Prompt
Search each line below for the word "dead" and list those that contain it.

============================================================

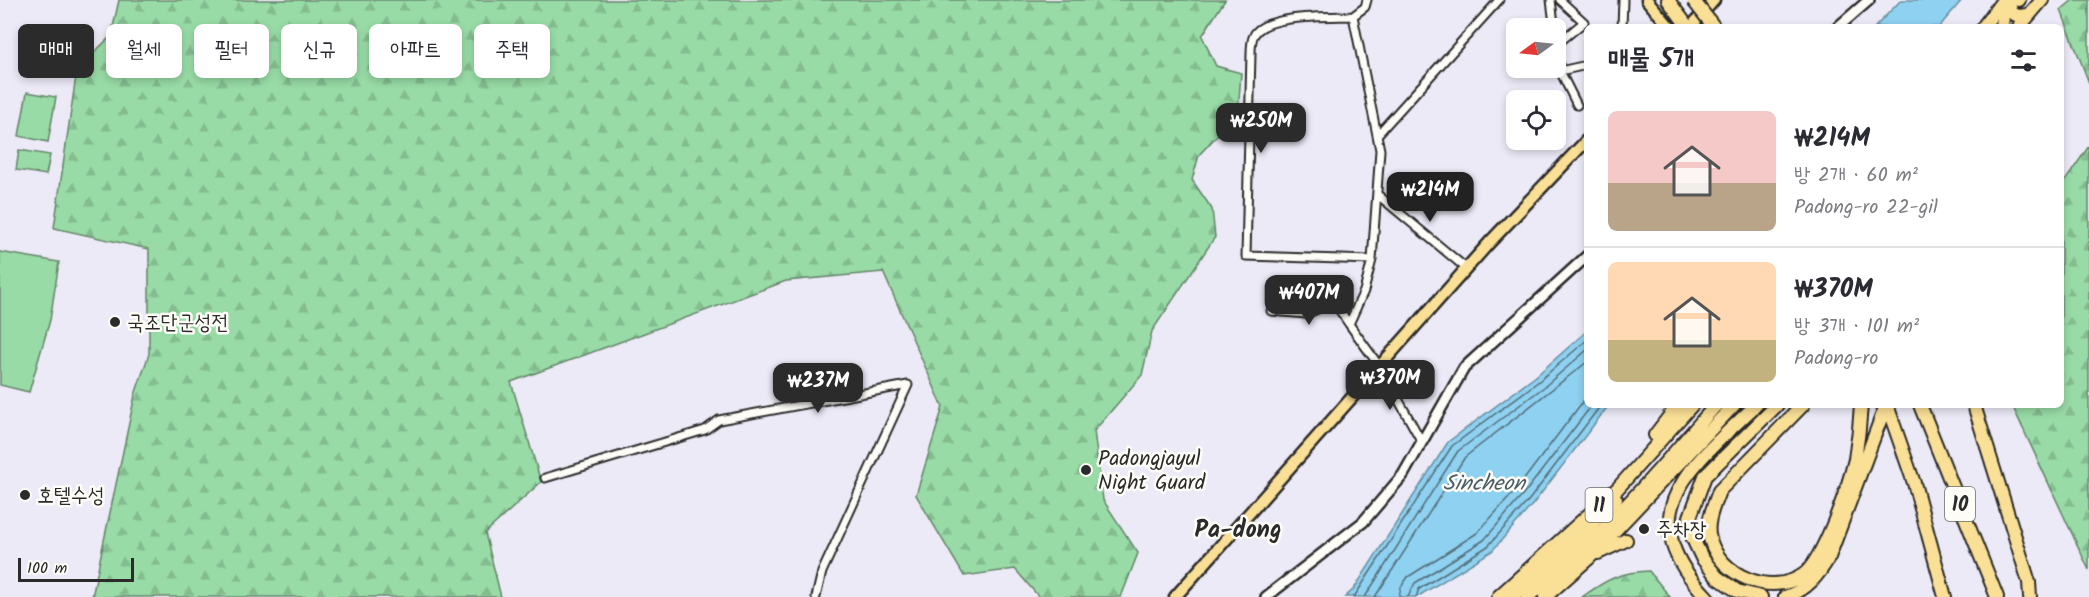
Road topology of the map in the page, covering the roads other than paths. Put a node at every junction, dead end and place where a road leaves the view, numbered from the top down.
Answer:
1 (1367, 0) edge
2 (1498, 0) edge
3 (1551, 0) edge
4 (1560, 0) edge
5 (1623, 0) edge
6 (1647, 0) edge
7 (1668, 0) edge
8 (1693, 0) edge
9 (1714, 0) edge
10 (1869, 0) edge
11 (2005, 0) edge
12 (2042, 0) edge
13 (2028, 12) edge
14 (1353, 16) junction
15 (1553, 18) edge
16 (1622, 24) edge
17 (1667, 24) edge
18 (1687, 24) edge
19 (1692, 24) edge
20 (1712, 24) edge
21 (1841, 24) edge
22 (1985, 24) edge
23 (2002, 24) edge
24 (1566, 37) edge
25 (1584, 66) edge
26 (1566, 69) edge
27 (1564, 78) edge
28 (1577, 105) dead end
29 (1378, 134) junction
30 (1584, 143) edge
31 (1378, 195) junction
32 (1584, 259) edge
33 (1372, 260) junction
34 (1467, 269) junction
35 (1271, 311) dead end
36 (1349, 324) junction
37 (1380, 367) junction
38 (1676, 408) edge
39 (1689, 408) edge
40 (1699, 408) edge
41 (1713, 408) edge
42 (1731, 408) edge
43 (1753, 408) edge
44 (1774, 408) edge
45 (1800, 408) edge
46 (1861, 408) edge
47 (1885, 408) edge
48 (1887, 408) edge
49 (1921, 408) edge
50 (1975, 408) edge
51 (1422, 442) junction
52 (1678, 465) junction
53 (545, 478) dead end
54 (1617, 489) junction
55 (1659, 500) dead end
56 (1626, 540) dead end
57 (1589, 558) junction
58 (816, 597) edge
59 (1175, 597) edge
60 (1266, 597) edge
61 (1498, 597) edge
62 (1512, 597) edge
63 (1527, 597) edge
64 (1545, 597) edge
65 (1707, 597) edge
66 (1761, 597) edge
67 (1785, 597) edge
68 (1945, 597) edge
69 (1997, 597) edge
70 (2030, 597) edge

1 - 14 street
2 - 29 street
3 - 15 street
4 - 24 street
5 - 16 street
6 - 17 main road
7 - 18 highway
8 - 20 highway, bridge
9 - 19 main road
10 - 21 street
11 - 13 highway
11 - 22 highway
11 - 23 highway
12 - 13 highway
14 - 29 street
14 - 33 street
25 - 26 street
27 - 28 street
29 - 31 street
30 - 34 main road
31 - 33 street
31 - 34 street
32 - 51 street
33 - 36 street
34 - 37 main road
35 - 36 street
36 - 37 street
37 - 51 street
37 - 59 main road
38 - 54 highway
39 - 54 highway, 11
40 - 62 highway, 11
41 - 63 highway, 11
42 - 52 highway, 11
43 - 65 highway
44 - 66 highway
45 - 46 highway
47 - 67 highway
48 - 68 highway, 10
49 - 69 highway, 10
50 - 70 highway
51 - 60 street
52 - 55 highway
52 - 57 highway, 11
53 - 58 street
54 - 61 highway, 11
56 - 57 highway
57 - 64 highway, 11

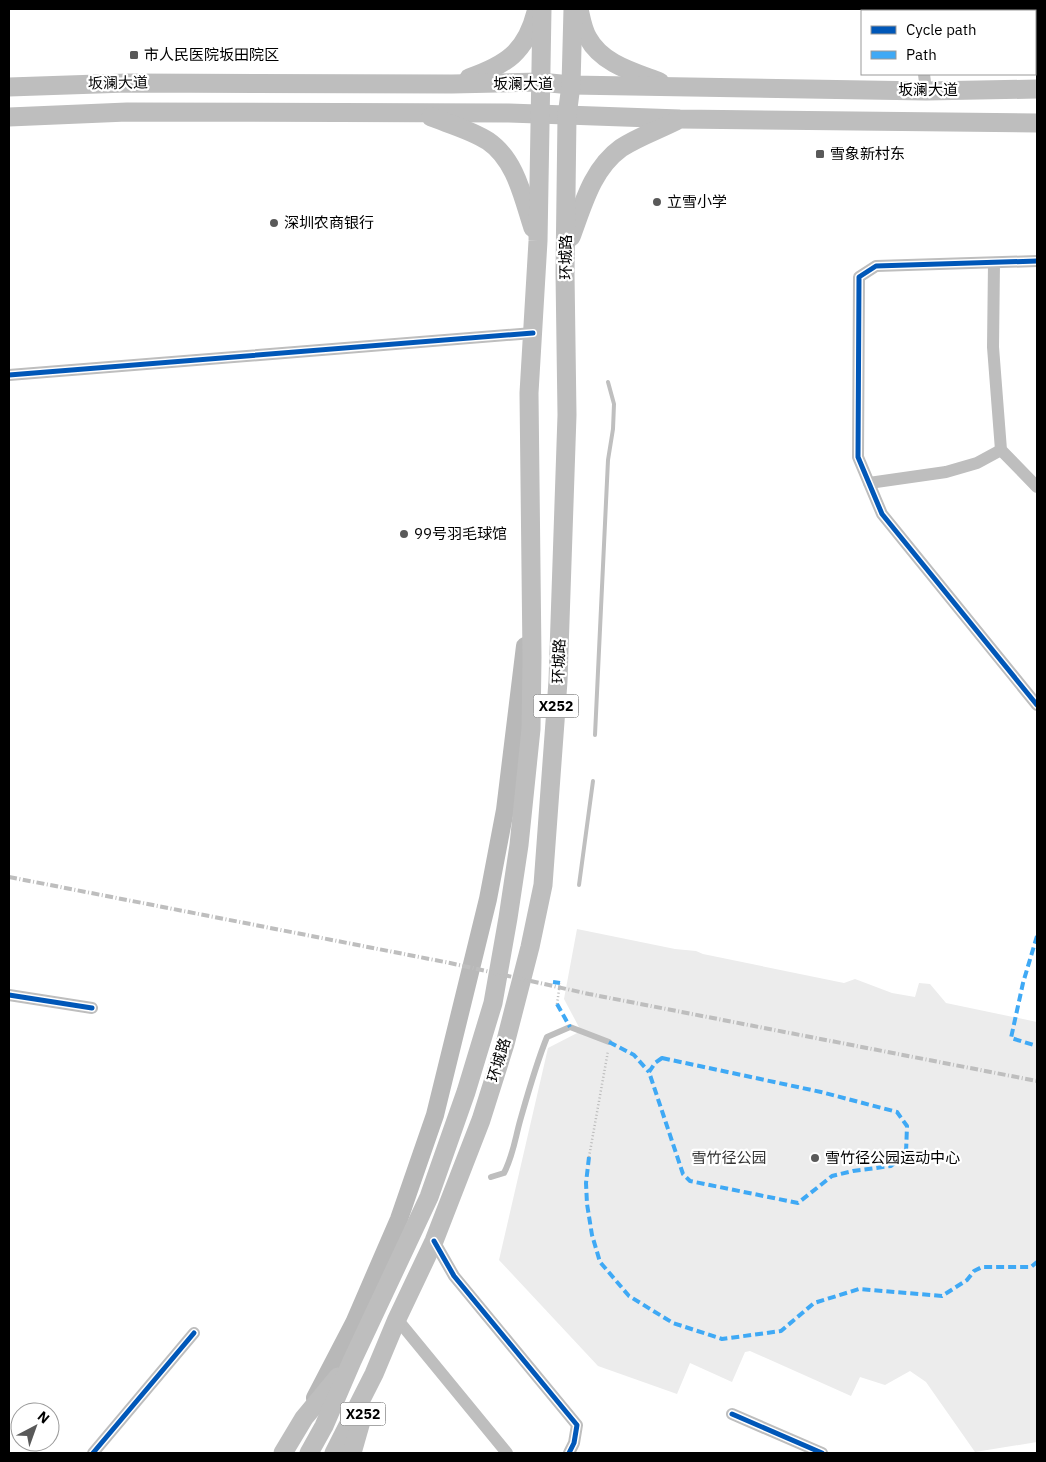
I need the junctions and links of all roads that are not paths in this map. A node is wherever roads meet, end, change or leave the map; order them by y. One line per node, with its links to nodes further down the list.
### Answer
1 (537, 9): 7 (main road)
2 (542, 9): 5 (main road, 环城路 / X252)
3 (573, 9): 8 (main road, 环城路 / X252)
4 (579, 9): 10 (main road)
5 (540, 82): 7 (main road, 坂澜大道); 8 (main road, 坂澜大道); 13 (main road, 环城路 / X252)
6 (925, 82): 10 (main road, 坂澜大道); 11 (main road, 坂澜大道)
7 (452, 84): 9 (main road, 坂澜大道)
8 (571, 85): 10 (main road, 坂澜大道); 14 (main road, 环城路 / X252)
9 (9, 87)
10 (672, 87)
11 (1037, 89)
12 (422, 114): 13 (main road, 坂澜大道); 15 (main road, 坂澜大道); 18 (main road)
13 (539, 114): 14 (main road, 坂澜大道); 18 (main road, 环城路 / X252)
14 (568, 116): 16 (main road, 坂澜大道); 19 (main road, 环城路 / X252)
15 (9, 117)
16 (680, 119): 17 (main road, 坂澜大道); 19 (main road)
17 (1037, 123)
18 (538, 241): 22 (main road, 环城路 / X252)
19 (566, 250): 33 (main road, 环城路 / X252)
20 (1037, 262): 21 (street)
21 (994, 263): 24 (street); 25 (street)
22 (533, 333): 23 (street); 27 (main road, 环城路 / X252)
23 (9, 375)
24 (1001, 450): 25 (street); 26 (street)
25 (869, 483): 28 (street)
26 (1037, 488)
27 (532, 588): 36 (main road, 环城路 / X252); 39 (main road)
28 (1037, 705)
29 (9, 995): 30 (street)
30 (92, 1008)
31 (609, 1042): 32 (lane)
32 (491, 1177)
33 (434, 1241): 34 (main road, 环城路 / X252); 46 (street)
34 (397, 1319): 37 (main road, 环城路 / X252); 45 (street)
35 (194, 1333): 40 (street)
36 (352, 1361): 39 (main road); 42 (main road)
37 (374, 1374): 43 (main road); 44 (main road, X252)
38 (732, 1414): 47 (street)
39 (304, 1418): 41 (main road)
40 (93, 1453)
41 (283, 1453)
42 (308, 1453)
43 (334, 1453)
44 (352, 1453)
45 (507, 1453)
46 (569, 1453)
47 (822, 1453)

============================================================

Answer box
Road topology of the map in the page, covering the roads other than paths. Put a node at every junction, dead end and place where a road leaves the view, numbered from the top down.
28 (1577, 105) dead end
35 (1271, 311) dead end
53 (545, 478) dead end
55 (1659, 500) dead end
56 (1626, 540) dead end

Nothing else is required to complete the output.